**Instructions to follow**:
Show every line below where "Прывакзальная" appears.

(Beginning of Excerpted records)

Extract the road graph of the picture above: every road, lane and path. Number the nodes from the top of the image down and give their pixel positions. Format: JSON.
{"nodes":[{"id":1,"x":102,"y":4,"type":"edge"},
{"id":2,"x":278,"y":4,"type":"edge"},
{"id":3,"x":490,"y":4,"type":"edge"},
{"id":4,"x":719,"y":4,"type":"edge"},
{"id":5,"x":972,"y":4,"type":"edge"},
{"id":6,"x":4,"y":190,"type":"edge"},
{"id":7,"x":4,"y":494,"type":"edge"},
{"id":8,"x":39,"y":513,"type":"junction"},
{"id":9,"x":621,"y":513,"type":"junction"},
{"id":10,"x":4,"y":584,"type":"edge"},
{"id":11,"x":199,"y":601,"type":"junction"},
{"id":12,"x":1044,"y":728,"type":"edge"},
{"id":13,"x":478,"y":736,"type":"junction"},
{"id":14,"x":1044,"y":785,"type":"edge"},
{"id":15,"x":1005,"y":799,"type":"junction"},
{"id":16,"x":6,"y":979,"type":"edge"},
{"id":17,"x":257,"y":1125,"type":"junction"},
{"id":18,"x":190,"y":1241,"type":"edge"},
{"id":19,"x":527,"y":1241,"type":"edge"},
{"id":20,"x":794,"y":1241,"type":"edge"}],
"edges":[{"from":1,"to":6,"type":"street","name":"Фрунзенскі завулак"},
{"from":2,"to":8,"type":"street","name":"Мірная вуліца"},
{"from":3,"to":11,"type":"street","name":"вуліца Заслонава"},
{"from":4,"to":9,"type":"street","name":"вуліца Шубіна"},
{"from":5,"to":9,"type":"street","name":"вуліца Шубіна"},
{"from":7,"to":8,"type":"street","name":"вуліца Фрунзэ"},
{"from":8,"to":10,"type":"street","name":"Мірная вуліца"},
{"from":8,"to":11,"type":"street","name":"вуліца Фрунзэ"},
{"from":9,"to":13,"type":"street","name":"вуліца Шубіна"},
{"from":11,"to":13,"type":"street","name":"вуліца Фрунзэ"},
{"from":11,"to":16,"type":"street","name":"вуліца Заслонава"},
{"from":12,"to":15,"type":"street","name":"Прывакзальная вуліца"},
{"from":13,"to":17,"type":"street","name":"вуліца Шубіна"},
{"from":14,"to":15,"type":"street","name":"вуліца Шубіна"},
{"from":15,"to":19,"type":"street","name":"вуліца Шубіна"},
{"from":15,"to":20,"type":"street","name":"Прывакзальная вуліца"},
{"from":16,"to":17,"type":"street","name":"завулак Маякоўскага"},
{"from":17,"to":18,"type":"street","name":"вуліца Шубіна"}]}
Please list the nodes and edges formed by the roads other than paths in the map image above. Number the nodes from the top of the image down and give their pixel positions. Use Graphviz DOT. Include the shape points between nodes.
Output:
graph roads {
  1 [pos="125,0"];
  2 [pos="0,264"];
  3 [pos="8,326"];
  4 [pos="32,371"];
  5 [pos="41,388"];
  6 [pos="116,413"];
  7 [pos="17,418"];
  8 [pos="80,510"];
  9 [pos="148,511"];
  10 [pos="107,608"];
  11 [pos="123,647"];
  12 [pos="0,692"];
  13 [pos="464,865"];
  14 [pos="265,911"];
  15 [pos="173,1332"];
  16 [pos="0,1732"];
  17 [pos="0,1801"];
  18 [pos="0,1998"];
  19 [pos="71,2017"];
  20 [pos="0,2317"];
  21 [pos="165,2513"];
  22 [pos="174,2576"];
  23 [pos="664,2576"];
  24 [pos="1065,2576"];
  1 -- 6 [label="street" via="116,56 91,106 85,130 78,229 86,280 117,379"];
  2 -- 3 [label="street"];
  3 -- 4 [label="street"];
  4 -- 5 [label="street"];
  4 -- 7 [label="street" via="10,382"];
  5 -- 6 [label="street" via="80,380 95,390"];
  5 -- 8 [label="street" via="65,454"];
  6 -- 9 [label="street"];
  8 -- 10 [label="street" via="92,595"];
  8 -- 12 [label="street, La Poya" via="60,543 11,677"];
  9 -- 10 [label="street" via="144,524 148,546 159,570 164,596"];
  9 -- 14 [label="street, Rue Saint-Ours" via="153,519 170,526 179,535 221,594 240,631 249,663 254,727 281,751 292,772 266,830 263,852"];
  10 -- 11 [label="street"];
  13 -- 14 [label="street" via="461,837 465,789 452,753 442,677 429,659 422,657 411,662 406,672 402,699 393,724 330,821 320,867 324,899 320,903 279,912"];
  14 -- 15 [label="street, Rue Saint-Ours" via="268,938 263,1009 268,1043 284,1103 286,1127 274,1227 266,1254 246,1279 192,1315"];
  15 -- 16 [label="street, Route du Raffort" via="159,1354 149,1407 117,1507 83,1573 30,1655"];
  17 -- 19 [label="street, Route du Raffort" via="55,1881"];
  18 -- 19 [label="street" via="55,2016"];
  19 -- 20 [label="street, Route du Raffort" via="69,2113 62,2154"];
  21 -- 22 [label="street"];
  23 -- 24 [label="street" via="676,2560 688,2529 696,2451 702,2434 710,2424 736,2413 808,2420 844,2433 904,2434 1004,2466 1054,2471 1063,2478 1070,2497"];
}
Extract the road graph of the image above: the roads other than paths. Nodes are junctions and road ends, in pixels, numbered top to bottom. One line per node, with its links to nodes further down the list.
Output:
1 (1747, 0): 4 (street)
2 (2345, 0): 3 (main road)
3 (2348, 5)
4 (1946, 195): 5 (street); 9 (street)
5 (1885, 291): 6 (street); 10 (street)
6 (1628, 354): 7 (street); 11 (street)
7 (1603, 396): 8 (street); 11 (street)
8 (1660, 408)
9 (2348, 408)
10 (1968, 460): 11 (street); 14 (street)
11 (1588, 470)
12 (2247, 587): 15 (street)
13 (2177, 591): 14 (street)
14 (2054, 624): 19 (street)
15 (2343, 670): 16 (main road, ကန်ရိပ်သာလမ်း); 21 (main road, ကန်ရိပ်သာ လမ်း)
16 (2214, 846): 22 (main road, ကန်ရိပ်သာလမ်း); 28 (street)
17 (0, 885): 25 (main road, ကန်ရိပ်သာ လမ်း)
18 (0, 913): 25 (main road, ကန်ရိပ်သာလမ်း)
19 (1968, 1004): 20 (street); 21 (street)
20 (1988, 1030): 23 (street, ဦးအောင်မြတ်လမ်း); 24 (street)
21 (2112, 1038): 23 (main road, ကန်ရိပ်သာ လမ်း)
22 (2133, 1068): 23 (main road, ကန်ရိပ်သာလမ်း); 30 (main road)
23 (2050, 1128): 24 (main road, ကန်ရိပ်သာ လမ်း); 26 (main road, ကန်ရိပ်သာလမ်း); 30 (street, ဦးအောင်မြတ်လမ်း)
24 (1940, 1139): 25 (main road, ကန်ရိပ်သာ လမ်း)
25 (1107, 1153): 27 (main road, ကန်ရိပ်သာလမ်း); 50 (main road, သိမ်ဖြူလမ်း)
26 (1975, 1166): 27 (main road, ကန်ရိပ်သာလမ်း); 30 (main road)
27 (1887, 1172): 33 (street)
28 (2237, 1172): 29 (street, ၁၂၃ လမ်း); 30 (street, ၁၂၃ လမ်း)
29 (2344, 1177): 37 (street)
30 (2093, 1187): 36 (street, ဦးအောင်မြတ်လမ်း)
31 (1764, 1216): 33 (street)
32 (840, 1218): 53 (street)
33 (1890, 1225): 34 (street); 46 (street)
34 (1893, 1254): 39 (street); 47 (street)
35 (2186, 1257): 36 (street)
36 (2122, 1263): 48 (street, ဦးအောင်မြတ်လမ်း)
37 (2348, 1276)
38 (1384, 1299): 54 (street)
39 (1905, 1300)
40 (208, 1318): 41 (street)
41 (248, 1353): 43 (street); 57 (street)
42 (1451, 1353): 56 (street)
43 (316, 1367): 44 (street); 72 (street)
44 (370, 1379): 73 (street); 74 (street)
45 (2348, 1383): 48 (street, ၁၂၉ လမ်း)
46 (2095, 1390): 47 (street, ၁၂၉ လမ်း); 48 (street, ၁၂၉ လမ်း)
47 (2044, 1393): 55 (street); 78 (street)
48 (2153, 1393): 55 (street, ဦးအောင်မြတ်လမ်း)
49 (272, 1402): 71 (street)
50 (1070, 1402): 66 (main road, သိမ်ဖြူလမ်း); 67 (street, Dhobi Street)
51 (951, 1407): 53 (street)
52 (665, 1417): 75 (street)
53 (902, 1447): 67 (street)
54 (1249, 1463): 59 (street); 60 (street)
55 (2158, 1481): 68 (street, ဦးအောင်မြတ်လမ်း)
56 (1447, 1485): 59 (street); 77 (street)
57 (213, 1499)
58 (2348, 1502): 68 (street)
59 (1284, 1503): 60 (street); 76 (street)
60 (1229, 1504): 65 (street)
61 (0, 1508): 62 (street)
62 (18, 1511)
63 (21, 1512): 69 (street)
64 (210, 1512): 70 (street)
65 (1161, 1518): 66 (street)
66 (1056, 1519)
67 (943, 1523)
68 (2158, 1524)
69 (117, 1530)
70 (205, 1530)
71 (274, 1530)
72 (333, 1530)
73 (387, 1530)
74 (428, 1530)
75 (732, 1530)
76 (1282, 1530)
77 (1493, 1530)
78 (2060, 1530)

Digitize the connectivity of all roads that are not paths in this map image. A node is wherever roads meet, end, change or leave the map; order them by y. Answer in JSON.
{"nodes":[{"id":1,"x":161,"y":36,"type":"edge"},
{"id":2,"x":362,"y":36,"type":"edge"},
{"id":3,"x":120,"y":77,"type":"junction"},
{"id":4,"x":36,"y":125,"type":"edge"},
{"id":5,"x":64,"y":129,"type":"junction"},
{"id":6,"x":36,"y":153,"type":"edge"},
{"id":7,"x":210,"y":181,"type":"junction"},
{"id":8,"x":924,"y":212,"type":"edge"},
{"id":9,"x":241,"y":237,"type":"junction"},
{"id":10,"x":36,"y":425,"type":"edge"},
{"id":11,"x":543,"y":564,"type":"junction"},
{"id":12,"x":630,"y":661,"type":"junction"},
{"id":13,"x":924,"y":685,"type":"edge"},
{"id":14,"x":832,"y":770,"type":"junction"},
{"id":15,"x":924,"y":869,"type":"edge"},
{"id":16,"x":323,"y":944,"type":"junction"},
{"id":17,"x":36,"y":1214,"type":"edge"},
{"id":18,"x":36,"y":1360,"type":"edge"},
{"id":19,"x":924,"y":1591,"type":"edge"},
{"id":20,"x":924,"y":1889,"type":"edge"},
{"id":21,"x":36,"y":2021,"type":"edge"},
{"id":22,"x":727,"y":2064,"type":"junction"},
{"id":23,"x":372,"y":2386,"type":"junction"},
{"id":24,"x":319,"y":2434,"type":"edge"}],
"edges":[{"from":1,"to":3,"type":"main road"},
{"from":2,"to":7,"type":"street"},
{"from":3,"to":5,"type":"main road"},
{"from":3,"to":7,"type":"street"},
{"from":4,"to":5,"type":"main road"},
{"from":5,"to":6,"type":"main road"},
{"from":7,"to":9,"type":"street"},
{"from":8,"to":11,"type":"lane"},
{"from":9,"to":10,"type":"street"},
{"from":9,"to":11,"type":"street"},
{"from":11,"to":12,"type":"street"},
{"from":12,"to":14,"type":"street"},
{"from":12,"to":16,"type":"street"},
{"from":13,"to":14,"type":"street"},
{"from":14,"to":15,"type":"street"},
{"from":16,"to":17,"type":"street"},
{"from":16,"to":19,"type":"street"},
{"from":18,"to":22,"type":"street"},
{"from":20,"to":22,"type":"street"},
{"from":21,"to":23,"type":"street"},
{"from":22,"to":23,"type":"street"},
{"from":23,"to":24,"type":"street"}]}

(End of Excerpted records)

**Result for this exercise**:
{"from":12,"to":15,"type":"street","name":"Прывакзальная вуліца"},
{"from":15,"to":20,"type":"street","name":"Прывакзальная вуліца"},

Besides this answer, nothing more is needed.